***** TASK DATA

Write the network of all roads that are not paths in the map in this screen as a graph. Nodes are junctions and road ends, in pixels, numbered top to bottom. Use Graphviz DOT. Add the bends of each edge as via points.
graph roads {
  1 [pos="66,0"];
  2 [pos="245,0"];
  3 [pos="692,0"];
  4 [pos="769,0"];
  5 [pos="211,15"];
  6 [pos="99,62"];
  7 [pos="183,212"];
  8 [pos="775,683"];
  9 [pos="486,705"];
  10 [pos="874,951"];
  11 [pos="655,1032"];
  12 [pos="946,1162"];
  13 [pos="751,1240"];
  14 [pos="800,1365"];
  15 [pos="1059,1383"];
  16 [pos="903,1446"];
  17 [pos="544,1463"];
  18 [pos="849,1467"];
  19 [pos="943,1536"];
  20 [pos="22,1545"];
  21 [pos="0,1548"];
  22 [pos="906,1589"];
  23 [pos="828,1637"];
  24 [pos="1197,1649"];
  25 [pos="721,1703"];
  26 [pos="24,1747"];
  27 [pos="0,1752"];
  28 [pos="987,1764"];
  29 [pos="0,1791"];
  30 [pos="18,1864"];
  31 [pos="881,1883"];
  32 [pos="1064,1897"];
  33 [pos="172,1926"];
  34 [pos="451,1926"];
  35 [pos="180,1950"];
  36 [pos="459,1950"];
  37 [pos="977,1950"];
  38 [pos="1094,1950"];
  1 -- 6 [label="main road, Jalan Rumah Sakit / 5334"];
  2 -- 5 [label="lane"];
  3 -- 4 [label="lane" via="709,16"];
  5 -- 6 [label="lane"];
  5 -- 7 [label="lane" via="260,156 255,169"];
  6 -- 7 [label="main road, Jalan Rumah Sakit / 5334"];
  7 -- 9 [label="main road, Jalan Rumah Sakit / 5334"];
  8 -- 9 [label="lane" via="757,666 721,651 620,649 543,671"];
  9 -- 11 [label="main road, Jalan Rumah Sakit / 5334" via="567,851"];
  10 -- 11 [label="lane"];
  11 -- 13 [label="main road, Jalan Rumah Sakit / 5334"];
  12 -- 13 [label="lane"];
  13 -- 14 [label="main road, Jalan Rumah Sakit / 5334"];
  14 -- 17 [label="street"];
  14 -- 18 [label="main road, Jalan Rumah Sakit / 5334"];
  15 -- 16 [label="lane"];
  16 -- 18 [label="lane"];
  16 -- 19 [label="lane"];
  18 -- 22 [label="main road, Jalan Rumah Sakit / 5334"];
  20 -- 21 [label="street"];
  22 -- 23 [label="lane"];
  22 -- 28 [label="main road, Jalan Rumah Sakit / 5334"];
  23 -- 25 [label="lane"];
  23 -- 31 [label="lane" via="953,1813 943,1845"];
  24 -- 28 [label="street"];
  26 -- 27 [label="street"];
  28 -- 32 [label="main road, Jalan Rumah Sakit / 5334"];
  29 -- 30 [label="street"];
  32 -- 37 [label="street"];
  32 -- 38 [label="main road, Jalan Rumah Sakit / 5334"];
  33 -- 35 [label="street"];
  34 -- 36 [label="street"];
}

**********

**HOW TO COMPLETE THIS TASK:** With nothing added or dropped, retype the listing above.

**RESPONSE TO THE TASK:**
Write the network of all roads that are not paths in the map in this screen as a graph. Nodes are junctions and road ends, in pixels, numbered top to bottom. Use Graphviz DOT. Add the bends of each edge as via points.
graph roads {
  1 [pos="66,0"];
  2 [pos="245,0"];
  3 [pos="692,0"];
  4 [pos="769,0"];
  5 [pos="211,15"];
  6 [pos="99,62"];
  7 [pos="183,212"];
  8 [pos="775,683"];
  9 [pos="486,705"];
  10 [pos="874,951"];
  11 [pos="655,1032"];
  12 [pos="946,1162"];
  13 [pos="751,1240"];
  14 [pos="800,1365"];
  15 [pos="1059,1383"];
  16 [pos="903,1446"];
  17 [pos="544,1463"];
  18 [pos="849,1467"];
  19 [pos="943,1536"];
  20 [pos="22,1545"];
  21 [pos="0,1548"];
  22 [pos="906,1589"];
  23 [pos="828,1637"];
  24 [pos="1197,1649"];
  25 [pos="721,1703"];
  26 [pos="24,1747"];
  27 [pos="0,1752"];
  28 [pos="987,1764"];
  29 [pos="0,1791"];
  30 [pos="18,1864"];
  31 [pos="881,1883"];
  32 [pos="1064,1897"];
  33 [pos="172,1926"];
  34 [pos="451,1926"];
  35 [pos="180,1950"];
  36 [pos="459,1950"];
  37 [pos="977,1950"];
  38 [pos="1094,1950"];
  1 -- 6 [label="main road, Jalan Rumah Sakit / 5334"];
  2 -- 5 [label="lane"];
  3 -- 4 [label="lane" via="709,16"];
  5 -- 6 [label="lane"];
  5 -- 7 [label="lane" via="260,156 255,169"];
  6 -- 7 [label="main road, Jalan Rumah Sakit / 5334"];
  7 -- 9 [label="main road, Jalan Rumah Sakit / 5334"];
  8 -- 9 [label="lane" via="757,666 721,651 620,649 543,671"];
  9 -- 11 [label="main road, Jalan Rumah Sakit / 5334" via="567,851"];
  10 -- 11 [label="lane"];
  11 -- 13 [label="main road, Jalan Rumah Sakit / 5334"];
  12 -- 13 [label="lane"];
  13 -- 14 [label="main road, Jalan Rumah Sakit / 5334"];
  14 -- 17 [label="street"];
  14 -- 18 [label="main road, Jalan Rumah Sakit / 5334"];
  15 -- 16 [label="lane"];
  16 -- 18 [label="lane"];
  16 -- 19 [label="lane"];
  18 -- 22 [label="main road, Jalan Rumah Sakit / 5334"];
  20 -- 21 [label="street"];
  22 -- 23 [label="lane"];
  22 -- 28 [label="main road, Jalan Rumah Sakit / 5334"];
  23 -- 25 [label="lane"];
  23 -- 31 [label="lane" via="953,1813 943,1845"];
  24 -- 28 [label="street"];
  26 -- 27 [label="street"];
  28 -- 32 [label="main road, Jalan Rumah Sakit / 5334"];
  29 -- 30 [label="street"];
  32 -- 37 [label="street"];
  32 -- 38 [label="main road, Jalan Rumah Sakit / 5334"];
  33 -- 35 [label="street"];
  34 -- 36 [label="street"];
}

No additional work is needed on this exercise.